Gil Scott-Heron, the African-American poet and musician who died this week at age 62, was most famous for his recording of “The Revolution Will Not Be Televised,” a funny and uncompromising call-to-arms that envisions the downfall of the corporate masterminds who distract poor black people from the fact that they have no power. A sample verse:

The revolution will not be right back after a message
About a white tornado, white lightning, or white people.
You will not have to worry about a dove in your
bedroom, a tiger in your tank, or the giant in your toilet bowl.
The revolution will not go better with Coke.
The revolution will not fight the germs that may cause bad breath.
The revolution will put you in the driver’s seat.

The fact that The Philadelphia Inquirer would extol Scott-Heron today – in a piece directly underneath an editorial about the late punk rocker Mikey Wild, no less — is a testament to the fact that everything Scott-Heron stood for was inexorably crushed by the corporations that control the political process, the economy, and the hundreds of mainstream news outlets that arguably deaden us to what’s really going on in the world.

If Scott-Heron symbolized an actual threat to the corporate state, The Inquirer wouldn’t be saluting him. You can tell this is true by the editorial writer’s tone and word choices:

America isn’t the same tortured nation it was when Gil Scott-Heron suggested that “the revolution will not be televised.” That’s not to say this country has solved every problem it had when Scott-Heron famously made that pronouncement in his 1970 poem. It is to say that in part because of the consciousness-raising of Scott-Heron and other politically oriented artists, this nation was confronted with its racism, sexism, classism, militarism, and myriad addictions, and led into meaningful dialogues, if not solutions.
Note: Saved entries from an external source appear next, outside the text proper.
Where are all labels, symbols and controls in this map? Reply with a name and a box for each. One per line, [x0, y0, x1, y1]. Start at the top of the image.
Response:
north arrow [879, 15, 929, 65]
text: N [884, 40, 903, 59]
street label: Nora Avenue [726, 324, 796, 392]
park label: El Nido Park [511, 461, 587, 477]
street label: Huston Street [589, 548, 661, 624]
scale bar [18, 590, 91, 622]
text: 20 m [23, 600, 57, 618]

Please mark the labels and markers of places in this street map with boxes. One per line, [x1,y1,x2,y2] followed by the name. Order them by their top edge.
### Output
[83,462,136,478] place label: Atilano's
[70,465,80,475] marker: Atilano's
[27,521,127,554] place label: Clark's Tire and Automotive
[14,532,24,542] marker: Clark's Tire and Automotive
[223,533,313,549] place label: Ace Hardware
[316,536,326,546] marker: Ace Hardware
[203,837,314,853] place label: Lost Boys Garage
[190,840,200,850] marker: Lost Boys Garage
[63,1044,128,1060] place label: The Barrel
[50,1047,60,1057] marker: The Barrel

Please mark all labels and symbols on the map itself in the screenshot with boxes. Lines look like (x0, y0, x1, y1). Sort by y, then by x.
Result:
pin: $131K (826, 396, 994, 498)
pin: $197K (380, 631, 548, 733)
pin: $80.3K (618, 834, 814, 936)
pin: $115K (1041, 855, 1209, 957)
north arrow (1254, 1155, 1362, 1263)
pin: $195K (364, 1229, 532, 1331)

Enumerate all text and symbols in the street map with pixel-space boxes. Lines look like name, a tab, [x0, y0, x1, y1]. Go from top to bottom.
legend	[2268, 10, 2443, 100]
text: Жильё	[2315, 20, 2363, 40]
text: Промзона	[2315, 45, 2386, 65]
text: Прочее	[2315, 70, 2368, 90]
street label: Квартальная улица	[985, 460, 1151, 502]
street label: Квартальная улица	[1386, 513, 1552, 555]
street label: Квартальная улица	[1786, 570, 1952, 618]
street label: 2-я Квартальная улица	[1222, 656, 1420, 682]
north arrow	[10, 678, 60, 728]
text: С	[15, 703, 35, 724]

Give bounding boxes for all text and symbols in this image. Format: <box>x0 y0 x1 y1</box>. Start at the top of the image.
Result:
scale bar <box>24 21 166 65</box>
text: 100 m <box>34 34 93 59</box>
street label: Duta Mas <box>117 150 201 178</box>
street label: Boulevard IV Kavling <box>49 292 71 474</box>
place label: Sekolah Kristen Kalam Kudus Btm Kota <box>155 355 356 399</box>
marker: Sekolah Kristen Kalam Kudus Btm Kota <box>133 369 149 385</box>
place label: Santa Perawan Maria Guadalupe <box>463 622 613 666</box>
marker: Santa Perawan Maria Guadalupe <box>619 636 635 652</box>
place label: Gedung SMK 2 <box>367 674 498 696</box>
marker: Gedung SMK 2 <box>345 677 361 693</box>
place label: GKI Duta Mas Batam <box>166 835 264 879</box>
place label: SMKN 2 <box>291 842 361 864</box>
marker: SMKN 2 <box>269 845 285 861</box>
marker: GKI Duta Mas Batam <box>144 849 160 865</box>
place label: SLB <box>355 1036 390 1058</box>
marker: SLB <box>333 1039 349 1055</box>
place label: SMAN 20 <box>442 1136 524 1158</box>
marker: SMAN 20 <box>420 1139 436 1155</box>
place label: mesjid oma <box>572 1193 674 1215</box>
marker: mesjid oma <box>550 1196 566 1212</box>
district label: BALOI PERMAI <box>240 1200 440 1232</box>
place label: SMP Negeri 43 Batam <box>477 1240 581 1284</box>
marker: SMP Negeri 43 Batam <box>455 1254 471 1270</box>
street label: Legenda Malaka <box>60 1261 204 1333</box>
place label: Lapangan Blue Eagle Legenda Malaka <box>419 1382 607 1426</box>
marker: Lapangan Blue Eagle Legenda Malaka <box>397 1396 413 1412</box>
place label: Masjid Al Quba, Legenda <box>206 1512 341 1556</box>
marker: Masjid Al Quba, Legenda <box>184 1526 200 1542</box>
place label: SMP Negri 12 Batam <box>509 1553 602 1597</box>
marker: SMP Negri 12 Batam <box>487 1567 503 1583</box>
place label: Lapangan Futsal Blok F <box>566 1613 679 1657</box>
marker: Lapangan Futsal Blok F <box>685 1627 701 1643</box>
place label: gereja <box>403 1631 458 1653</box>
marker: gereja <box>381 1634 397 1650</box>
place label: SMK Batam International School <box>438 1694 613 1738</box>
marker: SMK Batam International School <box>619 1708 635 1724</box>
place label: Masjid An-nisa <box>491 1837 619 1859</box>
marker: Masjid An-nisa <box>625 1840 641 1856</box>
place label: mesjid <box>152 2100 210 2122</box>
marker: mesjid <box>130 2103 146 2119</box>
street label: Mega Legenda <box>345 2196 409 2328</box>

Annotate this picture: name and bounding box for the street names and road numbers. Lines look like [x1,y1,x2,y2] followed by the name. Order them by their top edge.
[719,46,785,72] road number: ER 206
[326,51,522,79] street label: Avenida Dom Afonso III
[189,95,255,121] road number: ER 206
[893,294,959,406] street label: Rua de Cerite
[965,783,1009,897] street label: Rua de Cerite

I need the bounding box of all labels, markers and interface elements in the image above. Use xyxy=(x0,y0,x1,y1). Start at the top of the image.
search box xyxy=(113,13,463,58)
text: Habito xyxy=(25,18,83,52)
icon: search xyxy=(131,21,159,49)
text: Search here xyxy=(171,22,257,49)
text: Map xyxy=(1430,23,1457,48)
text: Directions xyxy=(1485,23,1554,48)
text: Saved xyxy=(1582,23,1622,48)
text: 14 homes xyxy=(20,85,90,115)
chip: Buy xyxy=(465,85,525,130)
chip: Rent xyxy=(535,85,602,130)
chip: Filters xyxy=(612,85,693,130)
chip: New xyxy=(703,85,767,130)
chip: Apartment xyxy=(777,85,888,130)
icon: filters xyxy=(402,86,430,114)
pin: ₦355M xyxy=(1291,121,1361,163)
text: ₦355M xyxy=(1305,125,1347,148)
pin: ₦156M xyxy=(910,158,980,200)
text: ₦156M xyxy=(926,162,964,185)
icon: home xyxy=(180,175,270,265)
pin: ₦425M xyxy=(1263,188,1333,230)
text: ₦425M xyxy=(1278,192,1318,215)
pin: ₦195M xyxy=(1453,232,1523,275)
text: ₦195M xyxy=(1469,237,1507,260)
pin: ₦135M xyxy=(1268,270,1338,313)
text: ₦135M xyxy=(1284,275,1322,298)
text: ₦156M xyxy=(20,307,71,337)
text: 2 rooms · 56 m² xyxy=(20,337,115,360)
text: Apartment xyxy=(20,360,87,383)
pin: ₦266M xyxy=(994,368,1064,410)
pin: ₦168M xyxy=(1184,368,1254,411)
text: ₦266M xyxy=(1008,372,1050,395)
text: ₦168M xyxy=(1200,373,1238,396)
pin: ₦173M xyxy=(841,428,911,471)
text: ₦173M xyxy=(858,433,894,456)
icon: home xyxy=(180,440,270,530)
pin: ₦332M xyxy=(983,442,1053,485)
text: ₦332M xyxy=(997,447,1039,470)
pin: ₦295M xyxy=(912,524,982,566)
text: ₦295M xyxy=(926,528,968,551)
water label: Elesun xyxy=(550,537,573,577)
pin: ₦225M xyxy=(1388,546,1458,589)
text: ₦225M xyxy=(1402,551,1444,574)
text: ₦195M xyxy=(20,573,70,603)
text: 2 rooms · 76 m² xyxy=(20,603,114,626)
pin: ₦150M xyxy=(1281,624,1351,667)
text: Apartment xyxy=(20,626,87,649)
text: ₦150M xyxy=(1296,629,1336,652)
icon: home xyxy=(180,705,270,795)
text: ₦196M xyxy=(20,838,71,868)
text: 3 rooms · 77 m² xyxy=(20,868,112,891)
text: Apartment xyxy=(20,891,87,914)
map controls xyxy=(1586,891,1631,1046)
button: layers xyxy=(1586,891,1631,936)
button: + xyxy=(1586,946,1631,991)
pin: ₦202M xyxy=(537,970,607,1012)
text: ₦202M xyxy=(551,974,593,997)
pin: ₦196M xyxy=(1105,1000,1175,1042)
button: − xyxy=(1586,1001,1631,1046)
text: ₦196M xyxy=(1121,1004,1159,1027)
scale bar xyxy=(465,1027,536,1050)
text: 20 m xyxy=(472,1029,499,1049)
Blah blah. America today is an even more tortured nation now than in 1970, when there was hope the plight of the poor could be solved by education and jobs training. That the middle class would keep growing thanks in part to a booming economy, reasonably priced housing and a fairly equitable tax structure. That the military machine might be overhauled and tamed in the wake of the ongoing disaster in Vietnam.

None of those things came to pass. We now have less institutionalized racism, but the black unemployment rate is as high as ever, and the rate for whites is almost as bad.

Scott-Heron was wrong. The “revolution” has not only been televised, it has been co-opted, shanghaied, downloaded, e-mailed, Facebooked and neutered by forces too powerful for naive idealists to seriously challenge.

Here’s what I’d ask if I had your ear, Mr. Editorial Writer: What’s the good of “consciousness-raising” if it doesn’t result in a better quality of life, materially and spiritually? What’s the point of “dialogue” if it goes on and on, deliberately skirting solutions?